(WHAT YOU HAVE TO DO) Each record is to be duplicated exactly, with nothing added.

· · · · ·

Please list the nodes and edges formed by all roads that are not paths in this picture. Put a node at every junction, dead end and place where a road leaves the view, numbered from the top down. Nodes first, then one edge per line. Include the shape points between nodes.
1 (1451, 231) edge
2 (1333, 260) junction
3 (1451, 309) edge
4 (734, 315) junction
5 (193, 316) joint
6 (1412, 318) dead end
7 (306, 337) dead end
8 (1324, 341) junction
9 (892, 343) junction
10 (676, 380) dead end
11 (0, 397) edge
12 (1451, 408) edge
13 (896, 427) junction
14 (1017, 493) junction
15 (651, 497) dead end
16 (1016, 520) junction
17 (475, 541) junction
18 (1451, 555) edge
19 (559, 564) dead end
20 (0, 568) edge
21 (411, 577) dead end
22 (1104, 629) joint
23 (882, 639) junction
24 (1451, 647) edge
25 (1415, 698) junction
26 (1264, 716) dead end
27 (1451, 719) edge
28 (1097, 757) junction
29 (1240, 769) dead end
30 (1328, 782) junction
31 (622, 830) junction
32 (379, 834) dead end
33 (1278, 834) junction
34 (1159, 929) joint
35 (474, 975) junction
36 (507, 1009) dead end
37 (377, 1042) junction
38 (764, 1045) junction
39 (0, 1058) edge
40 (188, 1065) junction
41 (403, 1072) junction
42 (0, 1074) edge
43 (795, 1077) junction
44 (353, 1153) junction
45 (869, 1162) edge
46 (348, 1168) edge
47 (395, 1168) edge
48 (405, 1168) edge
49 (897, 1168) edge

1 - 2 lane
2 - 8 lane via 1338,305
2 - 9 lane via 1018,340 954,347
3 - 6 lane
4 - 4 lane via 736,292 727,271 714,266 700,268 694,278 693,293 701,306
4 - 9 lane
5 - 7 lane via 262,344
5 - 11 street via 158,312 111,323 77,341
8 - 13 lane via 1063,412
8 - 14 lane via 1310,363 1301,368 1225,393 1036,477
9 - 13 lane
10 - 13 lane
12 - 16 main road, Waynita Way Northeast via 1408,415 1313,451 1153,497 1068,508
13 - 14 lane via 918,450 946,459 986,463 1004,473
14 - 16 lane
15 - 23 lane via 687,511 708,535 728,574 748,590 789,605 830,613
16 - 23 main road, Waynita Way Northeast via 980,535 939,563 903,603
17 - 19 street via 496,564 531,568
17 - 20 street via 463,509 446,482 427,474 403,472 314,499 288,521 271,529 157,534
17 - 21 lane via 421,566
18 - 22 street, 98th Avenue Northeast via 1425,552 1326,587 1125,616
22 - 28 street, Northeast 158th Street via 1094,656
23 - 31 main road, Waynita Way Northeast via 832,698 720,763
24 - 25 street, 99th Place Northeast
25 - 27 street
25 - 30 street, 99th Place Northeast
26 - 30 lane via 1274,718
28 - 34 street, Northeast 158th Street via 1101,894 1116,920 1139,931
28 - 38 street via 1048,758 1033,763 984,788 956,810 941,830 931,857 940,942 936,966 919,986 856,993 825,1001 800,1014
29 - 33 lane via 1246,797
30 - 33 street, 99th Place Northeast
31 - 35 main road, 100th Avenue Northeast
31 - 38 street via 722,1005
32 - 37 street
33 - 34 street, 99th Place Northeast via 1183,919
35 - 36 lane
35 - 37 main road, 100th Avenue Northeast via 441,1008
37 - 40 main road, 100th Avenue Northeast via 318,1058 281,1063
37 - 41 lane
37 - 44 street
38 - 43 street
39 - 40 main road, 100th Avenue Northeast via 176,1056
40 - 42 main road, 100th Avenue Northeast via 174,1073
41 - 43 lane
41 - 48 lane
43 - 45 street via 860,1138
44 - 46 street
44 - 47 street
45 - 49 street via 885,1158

· · · · ·

(REPLY TO THE EXERCISE)
Please list the nodes and edges formed by all roads that are not paths in this picture. Put a node at every junction, dead end and place where a road leaves the view, numbered from the top down. Nodes first, then one edge per line. Include the shape points between nodes.
1 (1451, 231) edge
2 (1333, 260) junction
3 (1451, 309) edge
4 (734, 315) junction
5 (193, 316) joint
6 (1412, 318) dead end
7 (306, 337) dead end
8 (1324, 341) junction
9 (892, 343) junction
10 (676, 380) dead end
11 (0, 397) edge
12 (1451, 408) edge
13 (896, 427) junction
14 (1017, 493) junction
15 (651, 497) dead end
16 (1016, 520) junction
17 (475, 541) junction
18 (1451, 555) edge
19 (559, 564) dead end
20 (0, 568) edge
21 (411, 577) dead end
22 (1104, 629) joint
23 (882, 639) junction
24 (1451, 647) edge
25 (1415, 698) junction
26 (1264, 716) dead end
27 (1451, 719) edge
28 (1097, 757) junction
29 (1240, 769) dead end
30 (1328, 782) junction
31 (622, 830) junction
32 (379, 834) dead end
33 (1278, 834) junction
34 (1159, 929) joint
35 (474, 975) junction
36 (507, 1009) dead end
37 (377, 1042) junction
38 (764, 1045) junction
39 (0, 1058) edge
40 (188, 1065) junction
41 (403, 1072) junction
42 (0, 1074) edge
43 (795, 1077) junction
44 (353, 1153) junction
45 (869, 1162) edge
46 (348, 1168) edge
47 (395, 1168) edge
48 (405, 1168) edge
49 (897, 1168) edge

1 - 2 lane
2 - 8 lane via 1338,305
2 - 9 lane via 1018,340 954,347
3 - 6 lane
4 - 4 lane via 736,292 727,271 714,266 700,268 694,278 693,293 701,306
4 - 9 lane
5 - 7 lane via 262,344
5 - 11 street via 158,312 111,323 77,341
8 - 13 lane via 1063,412
8 - 14 lane via 1310,363 1301,368 1225,393 1036,477
9 - 13 lane
10 - 13 lane
12 - 16 main road, Waynita Way Northeast via 1408,415 1313,451 1153,497 1068,508
13 - 14 lane via 918,450 946,459 986,463 1004,473
14 - 16 lane
15 - 23 lane via 687,511 708,535 728,574 748,590 789,605 830,613
16 - 23 main road, Waynita Way Northeast via 980,535 939,563 903,603
17 - 19 street via 496,564 531,568
17 - 20 street via 463,509 446,482 427,474 403,472 314,499 288,521 271,529 157,534
17 - 21 lane via 421,566
18 - 22 street, 98th Avenue Northeast via 1425,552 1326,587 1125,616
22 - 28 street, Northeast 158th Street via 1094,656
23 - 31 main road, Waynita Way Northeast via 832,698 720,763
24 - 25 street, 99th Place Northeast
25 - 27 street
25 - 30 street, 99th Place Northeast
26 - 30 lane via 1274,718
28 - 34 street, Northeast 158th Street via 1101,894 1116,920 1139,931
28 - 38 street via 1048,758 1033,763 984,788 956,810 941,830 931,857 940,942 936,966 919,986 856,993 825,1001 800,1014
29 - 33 lane via 1246,797
30 - 33 street, 99th Place Northeast
31 - 35 main road, 100th Avenue Northeast
31 - 38 street via 722,1005
32 - 37 street
33 - 34 street, 99th Place Northeast via 1183,919
35 - 36 lane
35 - 37 main road, 100th Avenue Northeast via 441,1008
37 - 40 main road, 100th Avenue Northeast via 318,1058 281,1063
37 - 41 lane
37 - 44 street
38 - 43 street
39 - 40 main road, 100th Avenue Northeast via 176,1056
40 - 42 main road, 100th Avenue Northeast via 174,1073
41 - 43 lane
41 - 48 lane
43 - 45 street via 860,1138
44 - 46 street
44 - 47 street
45 - 49 street via 885,1158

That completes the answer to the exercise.